Diffing and Merging Models is the main purpose of LemonTree. Since models can be highly connected and concurrent editing can lead to conflicts, LemonTree employs some strategies for handling such cases.
Diffing is a two-stage process.
In the first stage, LemonTree examines the models and quickly determines which elements have changed. The result of this step is a list of elements which may have undergone significant changes, but it's not a conclusive one. Put differently, the result of this operation is a strict superset of the changes in the models.
In the second stage, the elements which may have changed will be examined further. LemonTree determines which structural changes happened (Moves, Deletes, Additions), and also examines the internals of elements, basically determining what has changed for each element.
This is also the stage where conflicts will be detected.
Conflicts are detected when changes in both branches are not reconcilable.
Conflict detection is currently done on single elements, meaning their surrounding is not examined - only the elements and their changes themselves are examined.
In the matrix below you'll find the instances where LemonTree currently detects a conflict, and which version LemonTree will prefer.
|Change Type||Unmodified in A||New in A||Modified in A||Moved in A||Removed in A|
|Unmodified in B||No Conflict||Not Possible||No Conflict||No Conflict||No Conflict|
|New in B||Not Possible||No Conflict (1)||Not Possible||Not Possible||Not Possible|
|Modified in B||No Conflict||Not Possible||Conflict:A (2)||No Conflict||Conflict:B|
|Moved in B||No Conflict||Not Possible||No Conflict||Conflict:A (3)||Conflict:B|
|Removed in B||No Conflict||Not Possible||Conflict:A||Conflict:A||No Conflict|
1) In case the new elements are identical in both models, LemonTree doesn't detect a conflict (since Release 2.1.4). "New-New" scenarios with same GUIDs can happen if parts of the model are imported via .xmi.
2) Only a conflict if there is at least one property which is modified in both models.
3) In case the element is moved to the same location in A and B, LemonTree doesn't detect a conflict.
While the diff is symmetrical, the merge is not. When merging, the conflict resolution step favors the 'A' model.
Although LemonTree can be used as a diff tool, there is the option to merge different versions of models. For this, a diff is performed followed by a conflict resolution step. The result of these steps is the Merge Preview which is a model where changes from both branches have been applied.
In case of a conflict in the diffing step, LemonTree still generates a Merge Preview where it employs some merge strategies to make sure that the resulting model is sound.
After this pre-merge step, the applied changes are analyzed further to find out if...
Problems found here will be corrected, and the model will be analyzed again until no such problems are found.
After this phase, the Merge Preview is ready to be written.

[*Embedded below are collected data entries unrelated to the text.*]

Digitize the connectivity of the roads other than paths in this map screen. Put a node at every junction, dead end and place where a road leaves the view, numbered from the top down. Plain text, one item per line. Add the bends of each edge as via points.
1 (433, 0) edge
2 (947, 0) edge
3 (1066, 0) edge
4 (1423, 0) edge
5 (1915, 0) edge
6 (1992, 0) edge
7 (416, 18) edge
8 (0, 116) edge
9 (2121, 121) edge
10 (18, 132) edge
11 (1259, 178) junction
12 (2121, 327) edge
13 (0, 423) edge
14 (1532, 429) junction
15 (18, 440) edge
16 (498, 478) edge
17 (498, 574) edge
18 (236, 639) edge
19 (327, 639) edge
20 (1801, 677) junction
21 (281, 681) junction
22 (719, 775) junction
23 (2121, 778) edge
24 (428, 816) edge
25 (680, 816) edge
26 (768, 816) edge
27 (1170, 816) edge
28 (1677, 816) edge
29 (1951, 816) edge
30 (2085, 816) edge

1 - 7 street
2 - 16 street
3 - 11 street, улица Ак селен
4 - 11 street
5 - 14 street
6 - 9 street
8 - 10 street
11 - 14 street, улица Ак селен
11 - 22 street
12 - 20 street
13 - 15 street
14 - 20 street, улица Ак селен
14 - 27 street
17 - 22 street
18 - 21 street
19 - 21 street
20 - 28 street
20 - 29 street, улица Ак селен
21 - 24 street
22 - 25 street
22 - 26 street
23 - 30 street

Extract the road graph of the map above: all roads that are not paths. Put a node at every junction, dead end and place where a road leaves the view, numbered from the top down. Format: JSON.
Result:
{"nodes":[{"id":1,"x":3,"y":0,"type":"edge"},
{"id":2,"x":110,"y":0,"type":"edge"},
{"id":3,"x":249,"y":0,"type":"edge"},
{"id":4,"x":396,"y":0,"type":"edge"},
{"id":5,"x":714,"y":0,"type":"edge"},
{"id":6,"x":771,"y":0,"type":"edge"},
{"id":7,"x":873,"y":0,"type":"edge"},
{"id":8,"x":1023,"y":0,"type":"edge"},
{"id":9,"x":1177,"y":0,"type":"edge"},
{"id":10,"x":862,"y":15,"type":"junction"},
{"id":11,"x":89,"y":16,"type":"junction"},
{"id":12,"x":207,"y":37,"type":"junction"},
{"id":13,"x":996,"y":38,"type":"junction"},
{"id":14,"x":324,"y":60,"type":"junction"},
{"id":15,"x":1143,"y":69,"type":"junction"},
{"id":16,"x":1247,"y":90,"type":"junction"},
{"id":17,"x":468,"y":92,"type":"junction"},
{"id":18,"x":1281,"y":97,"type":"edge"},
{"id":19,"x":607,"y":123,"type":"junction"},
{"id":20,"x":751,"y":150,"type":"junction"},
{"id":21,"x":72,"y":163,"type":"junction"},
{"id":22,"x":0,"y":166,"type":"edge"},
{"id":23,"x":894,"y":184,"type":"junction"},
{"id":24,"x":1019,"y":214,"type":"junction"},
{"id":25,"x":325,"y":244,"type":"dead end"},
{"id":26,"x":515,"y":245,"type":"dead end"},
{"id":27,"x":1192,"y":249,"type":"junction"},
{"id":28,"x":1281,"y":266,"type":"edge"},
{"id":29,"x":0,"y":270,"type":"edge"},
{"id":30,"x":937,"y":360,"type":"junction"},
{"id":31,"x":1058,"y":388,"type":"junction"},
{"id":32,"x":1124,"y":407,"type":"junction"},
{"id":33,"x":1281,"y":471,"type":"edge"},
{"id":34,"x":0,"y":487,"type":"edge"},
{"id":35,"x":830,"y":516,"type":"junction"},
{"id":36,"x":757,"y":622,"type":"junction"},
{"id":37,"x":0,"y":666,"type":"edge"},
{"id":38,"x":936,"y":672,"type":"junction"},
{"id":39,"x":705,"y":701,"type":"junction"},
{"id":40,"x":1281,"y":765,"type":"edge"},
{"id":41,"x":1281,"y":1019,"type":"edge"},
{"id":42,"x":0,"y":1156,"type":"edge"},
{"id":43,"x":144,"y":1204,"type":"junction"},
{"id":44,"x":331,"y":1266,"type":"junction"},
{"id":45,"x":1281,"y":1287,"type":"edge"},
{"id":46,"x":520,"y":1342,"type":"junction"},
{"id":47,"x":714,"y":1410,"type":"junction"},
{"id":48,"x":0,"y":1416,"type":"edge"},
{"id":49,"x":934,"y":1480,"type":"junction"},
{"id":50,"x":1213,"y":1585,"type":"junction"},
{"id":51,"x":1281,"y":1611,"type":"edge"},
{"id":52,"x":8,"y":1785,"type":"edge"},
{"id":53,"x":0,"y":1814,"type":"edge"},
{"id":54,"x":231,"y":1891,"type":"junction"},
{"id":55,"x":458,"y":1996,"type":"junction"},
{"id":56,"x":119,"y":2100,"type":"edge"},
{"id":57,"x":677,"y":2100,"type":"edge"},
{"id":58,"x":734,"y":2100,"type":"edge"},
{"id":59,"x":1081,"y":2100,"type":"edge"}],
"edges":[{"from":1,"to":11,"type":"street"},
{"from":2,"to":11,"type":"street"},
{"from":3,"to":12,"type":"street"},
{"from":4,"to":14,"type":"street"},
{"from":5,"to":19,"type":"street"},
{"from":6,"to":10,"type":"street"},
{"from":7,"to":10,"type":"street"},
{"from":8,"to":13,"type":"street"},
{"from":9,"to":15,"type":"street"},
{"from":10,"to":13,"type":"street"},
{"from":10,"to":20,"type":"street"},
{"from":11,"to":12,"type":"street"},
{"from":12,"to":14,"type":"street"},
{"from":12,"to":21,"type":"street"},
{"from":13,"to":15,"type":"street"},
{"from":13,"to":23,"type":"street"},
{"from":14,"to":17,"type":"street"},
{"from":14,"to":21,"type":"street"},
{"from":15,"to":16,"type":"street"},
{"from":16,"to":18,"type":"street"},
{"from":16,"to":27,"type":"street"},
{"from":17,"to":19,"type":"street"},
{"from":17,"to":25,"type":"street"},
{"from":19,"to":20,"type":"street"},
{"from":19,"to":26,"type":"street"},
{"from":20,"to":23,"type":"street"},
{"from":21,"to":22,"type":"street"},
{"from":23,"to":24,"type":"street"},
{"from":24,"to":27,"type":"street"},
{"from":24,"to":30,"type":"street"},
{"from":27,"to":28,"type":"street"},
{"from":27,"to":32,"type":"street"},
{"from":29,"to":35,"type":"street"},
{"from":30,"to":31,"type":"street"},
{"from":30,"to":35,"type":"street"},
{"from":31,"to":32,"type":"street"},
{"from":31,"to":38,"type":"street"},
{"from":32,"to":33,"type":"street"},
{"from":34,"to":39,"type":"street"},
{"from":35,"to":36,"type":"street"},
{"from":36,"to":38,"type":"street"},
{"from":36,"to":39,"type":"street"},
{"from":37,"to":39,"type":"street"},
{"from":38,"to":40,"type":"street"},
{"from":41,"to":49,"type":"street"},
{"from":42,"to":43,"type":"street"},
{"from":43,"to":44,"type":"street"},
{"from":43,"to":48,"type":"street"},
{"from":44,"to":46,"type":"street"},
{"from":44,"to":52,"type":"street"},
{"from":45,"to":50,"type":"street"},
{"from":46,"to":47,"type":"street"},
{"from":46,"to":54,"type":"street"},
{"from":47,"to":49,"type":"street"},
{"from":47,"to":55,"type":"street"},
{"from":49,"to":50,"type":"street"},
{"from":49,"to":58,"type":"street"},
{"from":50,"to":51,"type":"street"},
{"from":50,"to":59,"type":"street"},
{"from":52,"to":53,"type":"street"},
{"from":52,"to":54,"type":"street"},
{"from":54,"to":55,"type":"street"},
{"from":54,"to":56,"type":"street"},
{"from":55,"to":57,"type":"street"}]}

When using LemonTree interactively, you have the option to override the changes LemonTree did to the model by using the GUI. Because LemonTree tries to ensure model consistency after every (interactive) step, some actions may yield surprising results. As an example, if you choose to take a (deleted in the other branch) connector by using the UI functionality to do so, this will also take the elements connected by the connector to ensure that the connector is valid. If such an element has been marked as deleted by the merge algorithm, it will change its state and becomes part of the Merge Preview. Depending on the structure of your project, a tiny change such as this can have a huge impact to the model because the owning elements and other dependencies also have to be taken into account.
We will add some means to visualize the impact of such changes. In the meantime, be careful when you are doing manual changes on potentially very well connected models.
Most elements in models can't exist on their own - they have dependencies to other elements which are existential to this element. We call these dependencies Existential Dependencies.
Examples of existential dependencies are
LemonTree adds these elements if they are required to preserve the integrity of the model.
Some elements in Models are pretty complete on their own, but still have some dependencies which are defining characteristics of that element. We call these dependencies Integral Features.
Examples of integral features are
LemonTree respects such integral features. If you select an element to be part of the merge, for example because it was deleted in one branch and you don't want it to be deleted in the merged model, LemonTree also selects the integral features of this element, so that the element is complete. However, if an integral feature has been deleted in one branch, LemonTree respects this and will not resurrect this element, in contrast to existential dependencies where this feature would have to be resurrected in order to get a valid model.